Stop after the line that contains "middle tip: (855, 748)"; until then, restate each line of the entries word for word from the very first.

**Bounding box coordinate data**
((
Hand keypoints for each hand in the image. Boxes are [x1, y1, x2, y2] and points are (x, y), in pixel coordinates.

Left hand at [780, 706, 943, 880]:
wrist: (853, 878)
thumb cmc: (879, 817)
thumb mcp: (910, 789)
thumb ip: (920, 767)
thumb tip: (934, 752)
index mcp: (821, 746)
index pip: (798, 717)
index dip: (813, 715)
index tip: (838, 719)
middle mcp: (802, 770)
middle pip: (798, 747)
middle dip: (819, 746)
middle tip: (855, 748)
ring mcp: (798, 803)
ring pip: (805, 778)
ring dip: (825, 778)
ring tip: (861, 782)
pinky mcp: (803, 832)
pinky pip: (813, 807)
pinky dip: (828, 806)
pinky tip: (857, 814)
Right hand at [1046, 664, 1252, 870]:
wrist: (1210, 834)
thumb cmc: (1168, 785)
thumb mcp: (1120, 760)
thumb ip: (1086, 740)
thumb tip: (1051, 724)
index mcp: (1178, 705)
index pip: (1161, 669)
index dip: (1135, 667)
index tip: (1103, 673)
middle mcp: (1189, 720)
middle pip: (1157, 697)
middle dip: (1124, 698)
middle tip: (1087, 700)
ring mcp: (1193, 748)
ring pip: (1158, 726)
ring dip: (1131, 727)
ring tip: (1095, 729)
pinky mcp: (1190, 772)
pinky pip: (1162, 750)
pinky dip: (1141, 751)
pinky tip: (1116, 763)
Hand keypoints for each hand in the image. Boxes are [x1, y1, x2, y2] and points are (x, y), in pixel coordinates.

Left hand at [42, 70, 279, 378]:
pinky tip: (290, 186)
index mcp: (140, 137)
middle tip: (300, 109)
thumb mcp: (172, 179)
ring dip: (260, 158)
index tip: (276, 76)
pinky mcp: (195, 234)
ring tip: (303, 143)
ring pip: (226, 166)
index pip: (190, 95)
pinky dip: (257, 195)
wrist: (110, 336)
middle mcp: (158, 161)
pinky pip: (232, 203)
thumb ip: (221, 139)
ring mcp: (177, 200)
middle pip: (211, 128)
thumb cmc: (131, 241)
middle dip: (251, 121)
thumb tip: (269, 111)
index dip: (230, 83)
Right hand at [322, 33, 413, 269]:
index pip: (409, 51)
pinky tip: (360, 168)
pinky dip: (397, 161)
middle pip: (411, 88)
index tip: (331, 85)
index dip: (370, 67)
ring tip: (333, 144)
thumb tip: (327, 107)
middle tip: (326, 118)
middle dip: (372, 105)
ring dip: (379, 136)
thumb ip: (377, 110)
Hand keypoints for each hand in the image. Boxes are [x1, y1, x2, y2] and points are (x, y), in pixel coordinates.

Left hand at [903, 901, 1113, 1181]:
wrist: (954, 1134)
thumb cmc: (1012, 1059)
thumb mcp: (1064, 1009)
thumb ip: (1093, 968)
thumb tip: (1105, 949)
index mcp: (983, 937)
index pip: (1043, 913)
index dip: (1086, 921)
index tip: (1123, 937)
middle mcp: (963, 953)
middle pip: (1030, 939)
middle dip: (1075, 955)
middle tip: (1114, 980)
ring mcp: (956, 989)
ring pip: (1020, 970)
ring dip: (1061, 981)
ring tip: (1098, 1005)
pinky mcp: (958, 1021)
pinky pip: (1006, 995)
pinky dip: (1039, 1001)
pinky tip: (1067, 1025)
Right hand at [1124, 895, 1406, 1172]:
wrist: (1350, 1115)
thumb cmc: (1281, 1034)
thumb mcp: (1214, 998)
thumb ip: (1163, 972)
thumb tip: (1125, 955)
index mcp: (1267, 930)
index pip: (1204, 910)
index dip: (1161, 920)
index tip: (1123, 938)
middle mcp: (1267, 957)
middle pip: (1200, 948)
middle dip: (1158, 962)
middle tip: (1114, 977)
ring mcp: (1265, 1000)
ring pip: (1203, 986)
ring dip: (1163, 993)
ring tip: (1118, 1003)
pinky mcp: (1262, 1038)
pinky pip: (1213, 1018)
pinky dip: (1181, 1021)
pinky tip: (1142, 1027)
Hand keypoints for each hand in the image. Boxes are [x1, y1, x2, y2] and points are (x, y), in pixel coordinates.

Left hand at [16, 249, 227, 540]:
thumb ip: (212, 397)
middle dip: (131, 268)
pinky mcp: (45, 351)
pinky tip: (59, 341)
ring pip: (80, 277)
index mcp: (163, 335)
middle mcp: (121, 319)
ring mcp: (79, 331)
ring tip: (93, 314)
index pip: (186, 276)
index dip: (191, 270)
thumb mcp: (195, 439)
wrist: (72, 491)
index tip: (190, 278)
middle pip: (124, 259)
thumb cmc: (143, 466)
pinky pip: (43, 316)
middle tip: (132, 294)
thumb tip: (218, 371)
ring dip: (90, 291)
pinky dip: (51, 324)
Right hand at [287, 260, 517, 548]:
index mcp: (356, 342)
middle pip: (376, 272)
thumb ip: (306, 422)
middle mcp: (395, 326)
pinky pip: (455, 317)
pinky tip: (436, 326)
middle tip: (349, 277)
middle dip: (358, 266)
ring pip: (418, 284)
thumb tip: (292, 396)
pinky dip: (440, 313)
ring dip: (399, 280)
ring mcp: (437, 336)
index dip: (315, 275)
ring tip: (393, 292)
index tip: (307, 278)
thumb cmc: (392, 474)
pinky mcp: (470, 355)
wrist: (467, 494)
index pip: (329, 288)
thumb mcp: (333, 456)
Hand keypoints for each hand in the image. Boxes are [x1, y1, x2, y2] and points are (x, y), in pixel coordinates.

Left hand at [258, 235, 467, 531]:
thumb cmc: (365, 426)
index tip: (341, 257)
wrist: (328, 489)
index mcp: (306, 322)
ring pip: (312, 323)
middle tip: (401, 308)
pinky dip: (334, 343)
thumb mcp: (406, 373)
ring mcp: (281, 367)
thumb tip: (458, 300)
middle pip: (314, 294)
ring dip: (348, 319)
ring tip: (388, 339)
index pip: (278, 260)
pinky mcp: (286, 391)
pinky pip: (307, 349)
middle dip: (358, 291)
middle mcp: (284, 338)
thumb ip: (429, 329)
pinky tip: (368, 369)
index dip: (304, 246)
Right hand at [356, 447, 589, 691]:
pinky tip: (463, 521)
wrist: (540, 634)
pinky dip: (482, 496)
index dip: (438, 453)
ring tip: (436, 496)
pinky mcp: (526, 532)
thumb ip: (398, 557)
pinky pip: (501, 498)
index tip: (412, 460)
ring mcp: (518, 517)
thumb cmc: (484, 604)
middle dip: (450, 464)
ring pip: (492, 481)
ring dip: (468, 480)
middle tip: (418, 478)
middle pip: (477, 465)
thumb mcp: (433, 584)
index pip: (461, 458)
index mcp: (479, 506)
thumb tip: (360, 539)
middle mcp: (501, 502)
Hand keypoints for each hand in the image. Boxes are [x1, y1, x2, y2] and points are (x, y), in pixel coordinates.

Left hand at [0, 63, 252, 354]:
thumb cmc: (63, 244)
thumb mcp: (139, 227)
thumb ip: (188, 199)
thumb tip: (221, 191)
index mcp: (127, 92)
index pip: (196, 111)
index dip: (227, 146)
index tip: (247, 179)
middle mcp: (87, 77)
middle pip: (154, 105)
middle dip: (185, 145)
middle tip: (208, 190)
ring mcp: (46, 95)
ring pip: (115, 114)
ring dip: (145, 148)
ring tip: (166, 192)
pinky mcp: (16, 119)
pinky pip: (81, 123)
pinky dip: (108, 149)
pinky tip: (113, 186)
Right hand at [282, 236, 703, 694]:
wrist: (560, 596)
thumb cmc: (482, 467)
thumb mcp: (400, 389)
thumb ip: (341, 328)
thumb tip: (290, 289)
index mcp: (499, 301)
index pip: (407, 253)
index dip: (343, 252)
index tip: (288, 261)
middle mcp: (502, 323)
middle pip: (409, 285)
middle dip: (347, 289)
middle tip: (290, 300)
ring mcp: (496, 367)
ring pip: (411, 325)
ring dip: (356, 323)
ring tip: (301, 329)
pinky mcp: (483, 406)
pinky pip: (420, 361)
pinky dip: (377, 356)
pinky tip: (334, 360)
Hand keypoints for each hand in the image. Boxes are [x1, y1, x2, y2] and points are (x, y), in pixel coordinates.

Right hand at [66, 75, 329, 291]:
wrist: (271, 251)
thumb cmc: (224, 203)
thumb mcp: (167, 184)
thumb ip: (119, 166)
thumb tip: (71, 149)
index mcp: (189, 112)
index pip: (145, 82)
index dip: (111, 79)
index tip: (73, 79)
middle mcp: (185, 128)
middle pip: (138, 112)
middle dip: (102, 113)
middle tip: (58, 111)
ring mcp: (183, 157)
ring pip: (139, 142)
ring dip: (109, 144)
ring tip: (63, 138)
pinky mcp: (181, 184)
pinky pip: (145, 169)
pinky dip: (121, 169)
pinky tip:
))
**Exercise solution**
Hand keypoints for each hand in the image. Boxes are [x1, y1, x2, y2] and points are (x, y), in pixel coordinates.

Left hand at [780, 706, 943, 880]:
wrist: (853, 878)
thumb cmc: (879, 817)
thumb mcp: (910, 789)
thumb ip: (920, 767)
thumb tip: (934, 752)
index mcp: (821, 746)
index pip: (798, 717)
index dip: (813, 715)
index tip: (838, 719)
middle mcp: (802, 770)
middle pip: (798, 747)
middle dip: (819, 746)
middle tip: (855, 748)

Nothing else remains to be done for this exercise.